This paper puts forward a new color multi-focus image fusion algorithm based on fuzzy theory and dual-tree complex wavelet transform for the purpose of removing uncertainty when choosing sub-band coefficients in the smooth regions. Luminance component is the weighted average of the three color channels in the IHS color space and it is not sensitive to noise. According to the characteristics, luminance component was chosen as the measurement to calculate the focus degree. After separating the luminance component and spectrum component, Fisher classification and fuzzy theory were chosen as the fusion rules to conduct the choice of the coefficients after the dual-tree complex wavelet transform. So fusion color image could keep the natural color information as much as possible. This method could solve the problem of color distortion in the traditional algorithms. According to the simulation results, the proposed algorithm obtained better visual effects and objective quantitative indicators.

Keywords

Color multi-focus image image fusion dual-tree complex wavelet transform fuzzy theory

Introduction

In recent years, multi-focus image fusion research has been extremely important in the data fusion field. Most of the fusion algorithms are based on the gray multi-focus image fusion. However, the human visual system can only distinguish about 20 kinds of different gray levels at the moment of observing the gray images while can distinguish more than 1000 kinds of different color levels.^1,2 The human visual system's ability to distinguish color is far better than the resolution of grayscale. So, more information can be obtained from the scene in color images more quickly and more accurately. In the current technology, color images can be captured, transmitted, and processed quickly and as a result have received more attention. Color multi-focus images are created by the limitation of focus region when the sensors capture the color images, which influence the overall effect of the images.³

During the past few years, N. G. Kingsbury developed a dual-tree complex wavelet transform (DT-CWT), which allows perfect reconstruction. In the process of DT-CWT, the parameters will not have comparatively large variation even in the condition where the input image has slight offsets. Meanwhile, DT-CWT has a good performance of directional selectivity, which can separate factors from six different directions, making it possible to gain more detailed information from the original image and get the edge characters more clear.^4,5

Generally, the performance of color multi-focus image fusion algorithm is largely decided by the color space model and blending strategy. Aiming at these two problems, the DT-CWT was introduced in the process of image fusion. Combining the characters of DT-CWT and multi-focus image fusion, a color multi-focus image fusion algorithm based on fuzzy theory and DT-CWT is put forward in this work. As the channels of R, G, B in the color image are related, chromatic distortion may occur when fusing the color images. The algorithm introduced in this work changes the fusing process of the original color image to the IHS space, which leads to a good effect compared with the results of the simulation experience.

Theory of DT-CWT

In 1998, Kingsbury put forward the theory of DT-CWT, which kept the advantages of complex wavelet transform (CWT) while solving the problems in the process of realizing the perfect reconstruction filters.
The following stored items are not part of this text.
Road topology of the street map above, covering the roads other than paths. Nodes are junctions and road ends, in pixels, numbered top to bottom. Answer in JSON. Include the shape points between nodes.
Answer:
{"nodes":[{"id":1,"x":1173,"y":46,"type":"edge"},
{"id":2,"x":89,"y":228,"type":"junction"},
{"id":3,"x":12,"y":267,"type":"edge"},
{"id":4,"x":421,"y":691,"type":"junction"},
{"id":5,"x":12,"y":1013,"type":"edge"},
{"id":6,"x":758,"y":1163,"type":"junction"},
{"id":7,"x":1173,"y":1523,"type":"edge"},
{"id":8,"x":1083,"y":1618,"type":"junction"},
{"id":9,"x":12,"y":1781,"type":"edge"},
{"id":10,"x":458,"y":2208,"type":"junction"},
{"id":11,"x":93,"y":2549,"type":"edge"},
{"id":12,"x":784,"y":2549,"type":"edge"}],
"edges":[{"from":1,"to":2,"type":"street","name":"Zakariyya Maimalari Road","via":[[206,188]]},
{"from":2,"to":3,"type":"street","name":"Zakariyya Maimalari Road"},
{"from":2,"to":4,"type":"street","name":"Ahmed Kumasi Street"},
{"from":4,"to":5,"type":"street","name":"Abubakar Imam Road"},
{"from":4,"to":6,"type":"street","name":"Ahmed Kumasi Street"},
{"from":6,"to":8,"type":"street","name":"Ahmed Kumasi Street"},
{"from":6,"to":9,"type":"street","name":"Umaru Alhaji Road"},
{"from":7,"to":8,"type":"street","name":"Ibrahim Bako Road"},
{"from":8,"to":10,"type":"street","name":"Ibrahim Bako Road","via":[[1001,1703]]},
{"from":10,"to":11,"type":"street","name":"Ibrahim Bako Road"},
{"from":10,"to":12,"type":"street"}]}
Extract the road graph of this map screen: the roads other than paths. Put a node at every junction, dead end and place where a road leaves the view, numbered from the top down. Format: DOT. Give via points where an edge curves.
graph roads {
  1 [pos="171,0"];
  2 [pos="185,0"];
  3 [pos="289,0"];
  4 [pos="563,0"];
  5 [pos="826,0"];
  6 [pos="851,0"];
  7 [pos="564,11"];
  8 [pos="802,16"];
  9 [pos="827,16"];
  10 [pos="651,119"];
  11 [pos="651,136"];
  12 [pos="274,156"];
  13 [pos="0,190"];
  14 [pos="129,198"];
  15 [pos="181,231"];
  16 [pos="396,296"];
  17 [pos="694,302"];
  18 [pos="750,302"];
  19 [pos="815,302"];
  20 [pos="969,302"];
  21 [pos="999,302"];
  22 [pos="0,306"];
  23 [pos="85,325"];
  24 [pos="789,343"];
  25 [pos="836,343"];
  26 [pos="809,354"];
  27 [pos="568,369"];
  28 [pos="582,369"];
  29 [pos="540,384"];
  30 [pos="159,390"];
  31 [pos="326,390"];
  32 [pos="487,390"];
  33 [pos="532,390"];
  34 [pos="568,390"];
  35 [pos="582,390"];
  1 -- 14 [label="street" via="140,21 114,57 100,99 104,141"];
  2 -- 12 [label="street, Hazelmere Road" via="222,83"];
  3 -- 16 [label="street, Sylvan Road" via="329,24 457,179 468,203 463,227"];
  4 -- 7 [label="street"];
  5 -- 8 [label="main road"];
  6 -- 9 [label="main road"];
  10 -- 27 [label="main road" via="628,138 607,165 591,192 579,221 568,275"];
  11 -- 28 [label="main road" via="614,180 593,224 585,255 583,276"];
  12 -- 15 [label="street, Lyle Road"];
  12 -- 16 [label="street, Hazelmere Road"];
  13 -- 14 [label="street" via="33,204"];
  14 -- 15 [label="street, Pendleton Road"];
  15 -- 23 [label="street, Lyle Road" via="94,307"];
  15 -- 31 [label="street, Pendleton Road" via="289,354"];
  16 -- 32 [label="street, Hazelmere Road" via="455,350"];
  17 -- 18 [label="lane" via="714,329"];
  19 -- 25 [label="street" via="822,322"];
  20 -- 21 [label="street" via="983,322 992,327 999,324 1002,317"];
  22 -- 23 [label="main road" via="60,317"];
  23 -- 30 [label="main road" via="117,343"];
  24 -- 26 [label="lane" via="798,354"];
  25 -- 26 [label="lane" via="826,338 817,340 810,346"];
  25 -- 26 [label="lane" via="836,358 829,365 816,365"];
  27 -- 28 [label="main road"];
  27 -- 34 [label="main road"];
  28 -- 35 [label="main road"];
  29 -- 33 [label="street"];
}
DT-CWT has two parallel beamlets named a and b, which adopts the real wavelet transform. Beamlet a gives the real part of CWT while beamlet b gives the imaginary part. The low-pass filter and high-pass filter of beamlet a is defined as $h_{o} (n)$ and $h_{1} (n)$ and those of beamlet b are defined as $g_{0} (n)$ and $g_{1} (n)$ . The exploded view of DT-CWT is shown in Figure 1.

Figure 1.

The sample weighted graph constructed from Table 1.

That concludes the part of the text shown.